Changing Systems From the Inside Out
Norma now spends her days training law enforcement, attorneys, advocates, and students. She teaches warning signs — the green, yellow, and red flags borrowed from LoveIsRespect.org — and pushes for prevention as much as response. She reminds people that documentation isn’t passive; it’s protective. It changes timelines. It saves lives.
She’s honest about pushback, but she’s equally clear: she’s not there to confront, she’s there to offer solutions.
“If all you do is complain, that’s not getting us anywhere. I bring a tool that makes everyone’s work easier.”
At a recent Chicago Bar Association panel, she looked out at a room full of lawyers and was struck by how many men had shown up. She finds hope in that shift.
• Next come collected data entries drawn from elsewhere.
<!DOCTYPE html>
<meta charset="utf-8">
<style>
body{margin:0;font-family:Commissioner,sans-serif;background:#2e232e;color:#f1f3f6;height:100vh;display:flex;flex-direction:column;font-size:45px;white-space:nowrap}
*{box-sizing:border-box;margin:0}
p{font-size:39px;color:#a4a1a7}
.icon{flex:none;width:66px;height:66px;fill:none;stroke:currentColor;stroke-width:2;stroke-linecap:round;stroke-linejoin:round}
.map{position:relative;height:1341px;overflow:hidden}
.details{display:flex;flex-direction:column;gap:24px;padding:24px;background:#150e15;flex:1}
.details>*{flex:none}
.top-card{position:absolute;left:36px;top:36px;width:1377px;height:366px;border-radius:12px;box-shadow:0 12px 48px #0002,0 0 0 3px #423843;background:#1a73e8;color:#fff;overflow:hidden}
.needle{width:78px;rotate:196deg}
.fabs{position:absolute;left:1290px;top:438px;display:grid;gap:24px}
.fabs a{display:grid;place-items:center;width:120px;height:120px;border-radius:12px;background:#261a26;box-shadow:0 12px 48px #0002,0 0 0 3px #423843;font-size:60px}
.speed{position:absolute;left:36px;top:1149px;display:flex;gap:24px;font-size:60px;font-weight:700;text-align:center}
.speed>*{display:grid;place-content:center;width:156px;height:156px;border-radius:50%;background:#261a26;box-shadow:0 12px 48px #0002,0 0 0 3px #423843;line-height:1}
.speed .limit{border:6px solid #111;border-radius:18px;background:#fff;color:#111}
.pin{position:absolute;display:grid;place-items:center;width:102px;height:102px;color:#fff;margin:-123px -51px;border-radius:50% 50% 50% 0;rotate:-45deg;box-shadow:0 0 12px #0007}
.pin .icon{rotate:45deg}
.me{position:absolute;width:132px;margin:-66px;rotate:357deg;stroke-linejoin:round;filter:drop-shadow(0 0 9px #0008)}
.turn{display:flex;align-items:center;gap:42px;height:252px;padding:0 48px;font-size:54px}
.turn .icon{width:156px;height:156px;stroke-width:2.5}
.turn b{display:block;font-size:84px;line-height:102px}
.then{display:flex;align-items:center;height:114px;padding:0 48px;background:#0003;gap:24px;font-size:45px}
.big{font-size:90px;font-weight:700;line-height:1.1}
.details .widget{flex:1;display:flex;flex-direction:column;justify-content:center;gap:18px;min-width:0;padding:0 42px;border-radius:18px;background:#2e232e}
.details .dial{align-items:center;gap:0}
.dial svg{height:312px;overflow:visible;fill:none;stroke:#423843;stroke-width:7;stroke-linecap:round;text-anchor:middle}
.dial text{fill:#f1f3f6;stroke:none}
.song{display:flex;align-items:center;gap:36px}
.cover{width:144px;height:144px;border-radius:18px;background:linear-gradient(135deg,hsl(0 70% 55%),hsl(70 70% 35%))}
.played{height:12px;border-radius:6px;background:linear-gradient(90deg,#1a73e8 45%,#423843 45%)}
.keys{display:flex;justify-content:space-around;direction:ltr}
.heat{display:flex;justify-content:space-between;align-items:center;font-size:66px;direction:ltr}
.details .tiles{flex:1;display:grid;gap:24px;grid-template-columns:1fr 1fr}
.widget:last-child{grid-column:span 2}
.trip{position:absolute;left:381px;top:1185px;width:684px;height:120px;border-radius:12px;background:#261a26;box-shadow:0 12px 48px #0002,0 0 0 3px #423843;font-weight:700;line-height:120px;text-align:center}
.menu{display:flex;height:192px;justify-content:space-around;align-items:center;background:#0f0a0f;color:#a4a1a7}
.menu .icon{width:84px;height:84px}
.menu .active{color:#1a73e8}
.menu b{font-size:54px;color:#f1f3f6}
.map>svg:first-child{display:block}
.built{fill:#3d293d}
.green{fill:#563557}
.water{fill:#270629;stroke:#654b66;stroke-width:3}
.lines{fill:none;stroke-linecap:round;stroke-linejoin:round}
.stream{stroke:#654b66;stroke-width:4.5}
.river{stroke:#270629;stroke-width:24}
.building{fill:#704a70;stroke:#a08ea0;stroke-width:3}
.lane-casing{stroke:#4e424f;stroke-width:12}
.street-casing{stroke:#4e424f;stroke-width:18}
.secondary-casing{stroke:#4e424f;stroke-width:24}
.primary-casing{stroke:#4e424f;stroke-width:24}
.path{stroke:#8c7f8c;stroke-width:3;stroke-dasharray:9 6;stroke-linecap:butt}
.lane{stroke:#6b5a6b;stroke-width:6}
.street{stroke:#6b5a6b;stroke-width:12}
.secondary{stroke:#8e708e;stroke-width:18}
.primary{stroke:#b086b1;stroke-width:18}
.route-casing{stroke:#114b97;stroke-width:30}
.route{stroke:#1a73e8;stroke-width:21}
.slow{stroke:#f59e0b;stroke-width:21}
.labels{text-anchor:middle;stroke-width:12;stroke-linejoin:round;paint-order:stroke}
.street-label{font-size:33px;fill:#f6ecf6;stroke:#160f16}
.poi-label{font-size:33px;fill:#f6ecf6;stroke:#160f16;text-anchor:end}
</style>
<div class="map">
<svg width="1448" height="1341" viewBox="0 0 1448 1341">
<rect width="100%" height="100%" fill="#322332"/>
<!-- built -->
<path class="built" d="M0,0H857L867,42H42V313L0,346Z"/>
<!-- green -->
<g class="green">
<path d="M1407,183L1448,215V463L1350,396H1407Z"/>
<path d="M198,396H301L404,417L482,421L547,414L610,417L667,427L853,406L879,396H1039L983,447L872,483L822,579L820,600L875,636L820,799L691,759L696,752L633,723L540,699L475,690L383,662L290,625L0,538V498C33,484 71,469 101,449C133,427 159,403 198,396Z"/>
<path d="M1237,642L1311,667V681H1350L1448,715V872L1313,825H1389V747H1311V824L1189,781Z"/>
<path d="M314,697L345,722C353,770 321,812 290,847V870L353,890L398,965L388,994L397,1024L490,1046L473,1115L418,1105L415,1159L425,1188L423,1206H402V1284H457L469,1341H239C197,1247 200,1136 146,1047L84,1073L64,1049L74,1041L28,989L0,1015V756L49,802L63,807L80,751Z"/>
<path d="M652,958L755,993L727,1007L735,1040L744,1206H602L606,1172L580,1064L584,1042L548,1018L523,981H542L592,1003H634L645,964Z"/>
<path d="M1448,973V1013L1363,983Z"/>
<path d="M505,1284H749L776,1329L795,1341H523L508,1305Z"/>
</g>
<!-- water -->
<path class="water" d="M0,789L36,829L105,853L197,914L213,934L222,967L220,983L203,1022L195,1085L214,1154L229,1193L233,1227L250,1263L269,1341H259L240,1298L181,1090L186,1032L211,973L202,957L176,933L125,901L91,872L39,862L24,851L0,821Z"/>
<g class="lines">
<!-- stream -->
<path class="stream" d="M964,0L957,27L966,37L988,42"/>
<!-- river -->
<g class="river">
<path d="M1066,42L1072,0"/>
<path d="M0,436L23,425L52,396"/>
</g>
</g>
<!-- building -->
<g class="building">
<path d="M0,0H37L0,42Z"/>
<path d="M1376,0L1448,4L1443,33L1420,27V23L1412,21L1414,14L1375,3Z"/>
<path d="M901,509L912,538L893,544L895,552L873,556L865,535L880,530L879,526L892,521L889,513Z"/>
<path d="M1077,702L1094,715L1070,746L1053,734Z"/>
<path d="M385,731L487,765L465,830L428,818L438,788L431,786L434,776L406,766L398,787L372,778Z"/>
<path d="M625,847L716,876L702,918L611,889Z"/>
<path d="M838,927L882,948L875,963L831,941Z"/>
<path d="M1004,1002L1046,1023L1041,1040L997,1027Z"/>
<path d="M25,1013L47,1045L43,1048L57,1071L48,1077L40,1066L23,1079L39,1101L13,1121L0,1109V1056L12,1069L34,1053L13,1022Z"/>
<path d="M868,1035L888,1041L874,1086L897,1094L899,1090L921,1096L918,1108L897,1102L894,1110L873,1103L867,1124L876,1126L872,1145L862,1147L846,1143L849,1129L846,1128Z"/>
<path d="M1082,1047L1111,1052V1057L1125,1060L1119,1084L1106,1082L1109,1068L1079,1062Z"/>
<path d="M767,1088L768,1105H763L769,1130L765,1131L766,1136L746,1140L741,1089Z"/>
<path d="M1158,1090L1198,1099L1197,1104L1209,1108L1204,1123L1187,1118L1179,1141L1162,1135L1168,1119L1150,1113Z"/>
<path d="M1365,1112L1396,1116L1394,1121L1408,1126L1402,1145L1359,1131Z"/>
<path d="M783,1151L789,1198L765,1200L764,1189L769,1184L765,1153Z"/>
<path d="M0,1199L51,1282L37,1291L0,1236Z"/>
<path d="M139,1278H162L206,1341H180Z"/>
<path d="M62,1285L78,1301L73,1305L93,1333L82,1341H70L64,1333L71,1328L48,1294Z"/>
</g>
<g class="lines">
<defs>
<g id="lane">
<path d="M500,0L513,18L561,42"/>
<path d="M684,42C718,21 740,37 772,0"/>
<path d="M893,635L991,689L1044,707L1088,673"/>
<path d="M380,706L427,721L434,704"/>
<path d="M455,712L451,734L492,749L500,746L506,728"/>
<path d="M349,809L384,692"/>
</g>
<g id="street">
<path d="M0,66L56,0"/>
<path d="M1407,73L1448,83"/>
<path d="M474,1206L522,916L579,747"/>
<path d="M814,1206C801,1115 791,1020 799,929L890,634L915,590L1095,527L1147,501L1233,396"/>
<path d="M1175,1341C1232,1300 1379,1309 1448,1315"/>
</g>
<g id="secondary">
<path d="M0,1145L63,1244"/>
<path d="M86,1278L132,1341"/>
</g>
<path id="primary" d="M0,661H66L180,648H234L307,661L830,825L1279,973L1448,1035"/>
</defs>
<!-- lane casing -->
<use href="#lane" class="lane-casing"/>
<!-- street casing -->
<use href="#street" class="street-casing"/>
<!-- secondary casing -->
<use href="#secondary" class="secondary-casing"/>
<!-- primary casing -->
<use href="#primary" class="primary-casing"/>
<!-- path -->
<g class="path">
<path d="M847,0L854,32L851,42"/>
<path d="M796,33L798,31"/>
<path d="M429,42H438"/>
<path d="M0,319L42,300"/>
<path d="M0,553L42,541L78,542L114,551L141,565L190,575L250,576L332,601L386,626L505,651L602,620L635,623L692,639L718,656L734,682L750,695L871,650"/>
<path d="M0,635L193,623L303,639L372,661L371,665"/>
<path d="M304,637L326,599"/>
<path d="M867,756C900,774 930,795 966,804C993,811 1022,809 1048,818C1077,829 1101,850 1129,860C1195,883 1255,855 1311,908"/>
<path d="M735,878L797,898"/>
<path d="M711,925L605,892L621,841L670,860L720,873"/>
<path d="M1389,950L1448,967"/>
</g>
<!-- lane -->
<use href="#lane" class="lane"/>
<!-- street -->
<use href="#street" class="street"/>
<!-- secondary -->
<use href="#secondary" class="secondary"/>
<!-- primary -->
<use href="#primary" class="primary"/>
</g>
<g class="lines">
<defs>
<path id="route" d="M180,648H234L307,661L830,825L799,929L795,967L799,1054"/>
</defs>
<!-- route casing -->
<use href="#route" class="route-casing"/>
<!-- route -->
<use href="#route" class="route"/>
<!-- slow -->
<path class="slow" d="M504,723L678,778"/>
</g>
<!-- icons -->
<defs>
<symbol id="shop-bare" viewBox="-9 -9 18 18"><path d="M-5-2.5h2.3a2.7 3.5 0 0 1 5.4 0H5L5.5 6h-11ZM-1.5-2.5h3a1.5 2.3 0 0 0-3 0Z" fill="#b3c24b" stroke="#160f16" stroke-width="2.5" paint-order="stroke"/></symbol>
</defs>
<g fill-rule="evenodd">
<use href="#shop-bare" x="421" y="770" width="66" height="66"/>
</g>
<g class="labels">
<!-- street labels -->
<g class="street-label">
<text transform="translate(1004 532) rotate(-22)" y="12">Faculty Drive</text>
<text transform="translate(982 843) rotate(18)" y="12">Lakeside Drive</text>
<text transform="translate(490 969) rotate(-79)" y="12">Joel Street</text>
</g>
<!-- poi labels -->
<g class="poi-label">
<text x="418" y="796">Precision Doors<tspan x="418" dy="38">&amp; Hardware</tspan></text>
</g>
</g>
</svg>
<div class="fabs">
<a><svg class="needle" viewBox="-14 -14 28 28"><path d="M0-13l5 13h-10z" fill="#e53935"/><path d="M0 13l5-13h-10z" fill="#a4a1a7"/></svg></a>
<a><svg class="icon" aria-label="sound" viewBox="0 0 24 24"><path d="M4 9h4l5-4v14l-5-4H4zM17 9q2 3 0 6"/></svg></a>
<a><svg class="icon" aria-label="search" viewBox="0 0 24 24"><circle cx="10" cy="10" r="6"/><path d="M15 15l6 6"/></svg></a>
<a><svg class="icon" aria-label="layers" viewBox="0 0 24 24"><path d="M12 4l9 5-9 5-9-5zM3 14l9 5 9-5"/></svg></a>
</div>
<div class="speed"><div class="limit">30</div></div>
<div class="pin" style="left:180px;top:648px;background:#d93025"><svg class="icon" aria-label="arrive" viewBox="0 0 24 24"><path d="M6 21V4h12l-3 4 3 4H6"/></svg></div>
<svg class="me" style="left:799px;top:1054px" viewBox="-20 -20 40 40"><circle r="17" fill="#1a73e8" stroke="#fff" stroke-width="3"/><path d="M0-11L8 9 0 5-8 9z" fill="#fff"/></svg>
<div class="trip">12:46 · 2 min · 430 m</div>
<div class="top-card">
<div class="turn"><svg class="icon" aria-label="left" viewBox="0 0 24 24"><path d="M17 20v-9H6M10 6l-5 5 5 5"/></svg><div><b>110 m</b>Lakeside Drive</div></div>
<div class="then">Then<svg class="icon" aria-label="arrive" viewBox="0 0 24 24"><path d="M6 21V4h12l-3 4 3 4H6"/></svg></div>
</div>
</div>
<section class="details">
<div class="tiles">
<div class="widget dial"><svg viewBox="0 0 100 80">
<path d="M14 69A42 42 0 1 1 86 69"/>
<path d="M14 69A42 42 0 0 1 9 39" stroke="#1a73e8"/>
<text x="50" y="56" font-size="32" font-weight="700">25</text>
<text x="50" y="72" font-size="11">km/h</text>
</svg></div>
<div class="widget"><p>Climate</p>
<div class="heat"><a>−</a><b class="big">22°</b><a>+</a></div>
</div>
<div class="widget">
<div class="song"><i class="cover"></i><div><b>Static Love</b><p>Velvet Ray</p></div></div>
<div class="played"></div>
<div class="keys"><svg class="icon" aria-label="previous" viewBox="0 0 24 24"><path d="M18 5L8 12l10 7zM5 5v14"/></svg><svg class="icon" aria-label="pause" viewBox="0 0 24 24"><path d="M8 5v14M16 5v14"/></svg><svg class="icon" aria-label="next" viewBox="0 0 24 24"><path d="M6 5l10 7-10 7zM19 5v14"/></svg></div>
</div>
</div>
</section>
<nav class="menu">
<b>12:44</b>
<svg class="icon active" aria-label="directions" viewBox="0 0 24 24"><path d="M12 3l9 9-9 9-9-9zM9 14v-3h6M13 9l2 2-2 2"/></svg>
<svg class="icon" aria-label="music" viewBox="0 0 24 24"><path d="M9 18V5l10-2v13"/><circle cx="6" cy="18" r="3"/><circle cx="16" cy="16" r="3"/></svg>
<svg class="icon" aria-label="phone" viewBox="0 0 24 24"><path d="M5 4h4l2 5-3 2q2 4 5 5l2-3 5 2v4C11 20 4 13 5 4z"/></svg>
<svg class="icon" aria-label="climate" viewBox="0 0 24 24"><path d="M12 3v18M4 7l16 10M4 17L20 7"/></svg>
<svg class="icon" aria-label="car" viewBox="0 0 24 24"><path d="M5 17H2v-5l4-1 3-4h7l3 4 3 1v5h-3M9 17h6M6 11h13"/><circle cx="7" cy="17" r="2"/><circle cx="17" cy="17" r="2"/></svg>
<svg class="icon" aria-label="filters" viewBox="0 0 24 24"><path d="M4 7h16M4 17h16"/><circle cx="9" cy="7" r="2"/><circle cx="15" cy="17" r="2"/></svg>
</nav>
“If women could have solved this alone, they would have. Men have a responsibility too.”
The Sentence She’d Put on Every Billboard
Her message is simple, unadorned, and unwavering:
“Have hope.”
Hope is what turned private grief into public purpose. Hope is what sustains her through trainings, documentaries, late-night calls, and the thousands of stories entrusted to her care. Hope is what she finds in her grandchildren’s laughter, in her daily breathing practices, in each new affidavit uploaded by someone choosing safety.
“We’re at the very cusp of getting to where we need to be,” she says. “This work is so much bigger than me. And we just keep going.”